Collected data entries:
◆ ◆ ◆ ◆

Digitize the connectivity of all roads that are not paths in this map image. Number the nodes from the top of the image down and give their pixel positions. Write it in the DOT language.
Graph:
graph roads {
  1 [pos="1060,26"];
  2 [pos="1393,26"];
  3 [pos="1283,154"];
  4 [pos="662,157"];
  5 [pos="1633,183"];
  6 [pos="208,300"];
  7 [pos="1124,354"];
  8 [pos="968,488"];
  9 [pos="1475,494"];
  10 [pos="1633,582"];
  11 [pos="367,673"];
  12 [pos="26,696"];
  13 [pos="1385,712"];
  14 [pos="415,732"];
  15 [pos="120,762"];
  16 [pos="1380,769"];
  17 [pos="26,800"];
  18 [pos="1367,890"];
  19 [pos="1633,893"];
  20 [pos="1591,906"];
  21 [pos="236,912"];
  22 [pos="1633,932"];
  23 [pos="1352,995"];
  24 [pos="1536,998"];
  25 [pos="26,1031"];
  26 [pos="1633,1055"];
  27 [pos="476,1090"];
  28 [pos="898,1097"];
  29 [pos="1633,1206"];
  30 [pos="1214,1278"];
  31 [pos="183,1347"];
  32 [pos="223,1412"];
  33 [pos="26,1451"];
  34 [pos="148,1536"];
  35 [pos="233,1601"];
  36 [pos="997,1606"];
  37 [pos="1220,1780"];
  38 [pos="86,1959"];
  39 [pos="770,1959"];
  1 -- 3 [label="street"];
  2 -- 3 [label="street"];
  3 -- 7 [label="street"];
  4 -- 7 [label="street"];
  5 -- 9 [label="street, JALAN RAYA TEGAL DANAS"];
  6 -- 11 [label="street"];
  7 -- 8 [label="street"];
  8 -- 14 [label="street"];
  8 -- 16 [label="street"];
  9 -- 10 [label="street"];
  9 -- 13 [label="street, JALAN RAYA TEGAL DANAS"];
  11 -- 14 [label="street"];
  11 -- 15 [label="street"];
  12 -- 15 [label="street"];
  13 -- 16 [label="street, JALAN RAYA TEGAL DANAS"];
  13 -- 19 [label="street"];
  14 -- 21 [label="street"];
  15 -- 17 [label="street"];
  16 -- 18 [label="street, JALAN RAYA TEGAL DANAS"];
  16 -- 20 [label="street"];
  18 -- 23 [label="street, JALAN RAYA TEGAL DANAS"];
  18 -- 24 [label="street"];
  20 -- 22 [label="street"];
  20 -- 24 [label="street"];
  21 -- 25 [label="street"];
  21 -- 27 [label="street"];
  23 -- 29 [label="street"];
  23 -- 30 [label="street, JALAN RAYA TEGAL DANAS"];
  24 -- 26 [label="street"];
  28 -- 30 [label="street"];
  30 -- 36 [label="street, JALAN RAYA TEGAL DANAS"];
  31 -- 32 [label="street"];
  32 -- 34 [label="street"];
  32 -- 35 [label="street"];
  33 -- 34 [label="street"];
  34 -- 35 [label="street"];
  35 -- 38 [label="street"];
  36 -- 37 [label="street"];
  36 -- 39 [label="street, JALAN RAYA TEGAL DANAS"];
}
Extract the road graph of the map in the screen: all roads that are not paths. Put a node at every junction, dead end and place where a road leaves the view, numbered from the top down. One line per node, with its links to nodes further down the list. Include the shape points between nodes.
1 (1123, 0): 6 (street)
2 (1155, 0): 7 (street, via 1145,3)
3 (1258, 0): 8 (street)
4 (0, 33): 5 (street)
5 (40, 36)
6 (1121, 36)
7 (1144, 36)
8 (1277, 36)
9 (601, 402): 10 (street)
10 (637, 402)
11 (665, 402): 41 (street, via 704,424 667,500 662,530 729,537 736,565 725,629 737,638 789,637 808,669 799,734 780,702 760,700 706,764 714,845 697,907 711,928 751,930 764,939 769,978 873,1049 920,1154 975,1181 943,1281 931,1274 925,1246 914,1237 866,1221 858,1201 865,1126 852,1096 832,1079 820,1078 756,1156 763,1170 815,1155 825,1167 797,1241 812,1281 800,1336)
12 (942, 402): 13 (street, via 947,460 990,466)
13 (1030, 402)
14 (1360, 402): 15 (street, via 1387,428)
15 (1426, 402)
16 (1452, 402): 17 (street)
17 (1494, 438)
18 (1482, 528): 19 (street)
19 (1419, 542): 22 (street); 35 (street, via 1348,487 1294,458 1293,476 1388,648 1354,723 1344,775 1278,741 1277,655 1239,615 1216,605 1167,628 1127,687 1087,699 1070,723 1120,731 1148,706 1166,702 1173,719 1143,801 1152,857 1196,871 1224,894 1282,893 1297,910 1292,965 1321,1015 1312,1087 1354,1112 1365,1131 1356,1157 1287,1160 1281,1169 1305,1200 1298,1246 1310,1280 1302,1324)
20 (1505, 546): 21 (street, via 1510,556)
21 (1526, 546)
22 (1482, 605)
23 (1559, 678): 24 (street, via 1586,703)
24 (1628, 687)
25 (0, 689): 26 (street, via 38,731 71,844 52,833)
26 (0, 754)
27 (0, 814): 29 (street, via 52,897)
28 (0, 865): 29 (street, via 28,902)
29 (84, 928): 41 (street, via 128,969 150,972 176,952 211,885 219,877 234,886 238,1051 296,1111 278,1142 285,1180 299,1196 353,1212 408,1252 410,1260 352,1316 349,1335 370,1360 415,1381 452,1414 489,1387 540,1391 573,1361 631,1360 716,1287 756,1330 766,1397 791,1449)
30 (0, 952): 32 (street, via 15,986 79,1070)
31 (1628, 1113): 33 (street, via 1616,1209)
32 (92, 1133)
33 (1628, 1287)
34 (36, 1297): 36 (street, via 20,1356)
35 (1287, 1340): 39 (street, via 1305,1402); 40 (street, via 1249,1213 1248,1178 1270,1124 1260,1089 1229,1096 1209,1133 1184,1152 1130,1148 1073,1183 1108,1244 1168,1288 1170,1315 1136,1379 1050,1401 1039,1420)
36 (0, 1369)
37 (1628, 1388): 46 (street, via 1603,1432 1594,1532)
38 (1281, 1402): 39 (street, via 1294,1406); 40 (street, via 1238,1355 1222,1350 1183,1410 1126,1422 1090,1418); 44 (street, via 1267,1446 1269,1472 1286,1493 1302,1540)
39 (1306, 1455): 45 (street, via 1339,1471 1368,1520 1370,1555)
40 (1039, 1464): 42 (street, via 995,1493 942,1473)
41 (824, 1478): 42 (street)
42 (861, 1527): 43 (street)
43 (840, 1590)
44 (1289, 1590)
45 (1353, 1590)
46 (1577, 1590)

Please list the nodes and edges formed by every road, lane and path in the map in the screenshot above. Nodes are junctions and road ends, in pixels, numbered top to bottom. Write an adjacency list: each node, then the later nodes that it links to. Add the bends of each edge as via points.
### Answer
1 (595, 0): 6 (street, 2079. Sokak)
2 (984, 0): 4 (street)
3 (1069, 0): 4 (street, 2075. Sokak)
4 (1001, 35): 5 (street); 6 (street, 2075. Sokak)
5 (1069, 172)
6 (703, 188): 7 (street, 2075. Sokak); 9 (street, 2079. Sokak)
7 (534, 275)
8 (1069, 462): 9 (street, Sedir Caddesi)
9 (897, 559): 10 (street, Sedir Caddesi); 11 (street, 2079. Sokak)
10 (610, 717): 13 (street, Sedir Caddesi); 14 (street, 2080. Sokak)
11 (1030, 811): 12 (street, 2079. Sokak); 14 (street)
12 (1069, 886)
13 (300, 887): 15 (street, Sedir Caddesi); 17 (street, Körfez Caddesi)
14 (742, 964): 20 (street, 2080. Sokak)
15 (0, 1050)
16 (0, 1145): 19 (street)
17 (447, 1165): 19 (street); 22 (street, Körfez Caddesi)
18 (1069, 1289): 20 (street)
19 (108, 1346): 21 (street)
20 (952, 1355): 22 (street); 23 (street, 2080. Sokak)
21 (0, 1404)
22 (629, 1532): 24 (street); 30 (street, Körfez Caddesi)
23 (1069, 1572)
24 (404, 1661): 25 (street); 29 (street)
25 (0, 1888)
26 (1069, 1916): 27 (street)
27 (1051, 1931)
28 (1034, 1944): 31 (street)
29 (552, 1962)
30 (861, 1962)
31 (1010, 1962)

◆ ◆ ◆ ◆

## What you have to do
Precisely the line with "Please list the" and the lines after it, up to the last line of the entries above, are to be reproduced, and nothing more.

## Completed task
Please list the nodes and edges formed by every road, lane and path in the map in the screenshot above. Nodes are junctions and road ends, in pixels, numbered top to bottom. Write an adjacency list: each node, then the later nodes that it links to. Add the bends of each edge as via points.
### Answer
1 (595, 0): 6 (street, 2079. Sokak)
2 (984, 0): 4 (street)
3 (1069, 0): 4 (street, 2075. Sokak)
4 (1001, 35): 5 (street); 6 (street, 2075. Sokak)
5 (1069, 172)
6 (703, 188): 7 (street, 2075. Sokak); 9 (street, 2079. Sokak)
7 (534, 275)
8 (1069, 462): 9 (street, Sedir Caddesi)
9 (897, 559): 10 (street, Sedir Caddesi); 11 (street, 2079. Sokak)
10 (610, 717): 13 (street, Sedir Caddesi); 14 (street, 2080. Sokak)
11 (1030, 811): 12 (street, 2079. Sokak); 14 (street)
12 (1069, 886)
13 (300, 887): 15 (street, Sedir Caddesi); 17 (street, Körfez Caddesi)
14 (742, 964): 20 (street, 2080. Sokak)
15 (0, 1050)
16 (0, 1145): 19 (street)
17 (447, 1165): 19 (street); 22 (street, Körfez Caddesi)
18 (1069, 1289): 20 (street)
19 (108, 1346): 21 (street)
20 (952, 1355): 22 (street); 23 (street, 2080. Sokak)
21 (0, 1404)
22 (629, 1532): 24 (street); 30 (street, Körfez Caddesi)
23 (1069, 1572)
24 (404, 1661): 25 (street); 29 (street)
25 (0, 1888)
26 (1069, 1916): 27 (street)
27 (1051, 1931)
28 (1034, 1944): 31 (street)
29 (552, 1962)
30 (861, 1962)
31 (1010, 1962)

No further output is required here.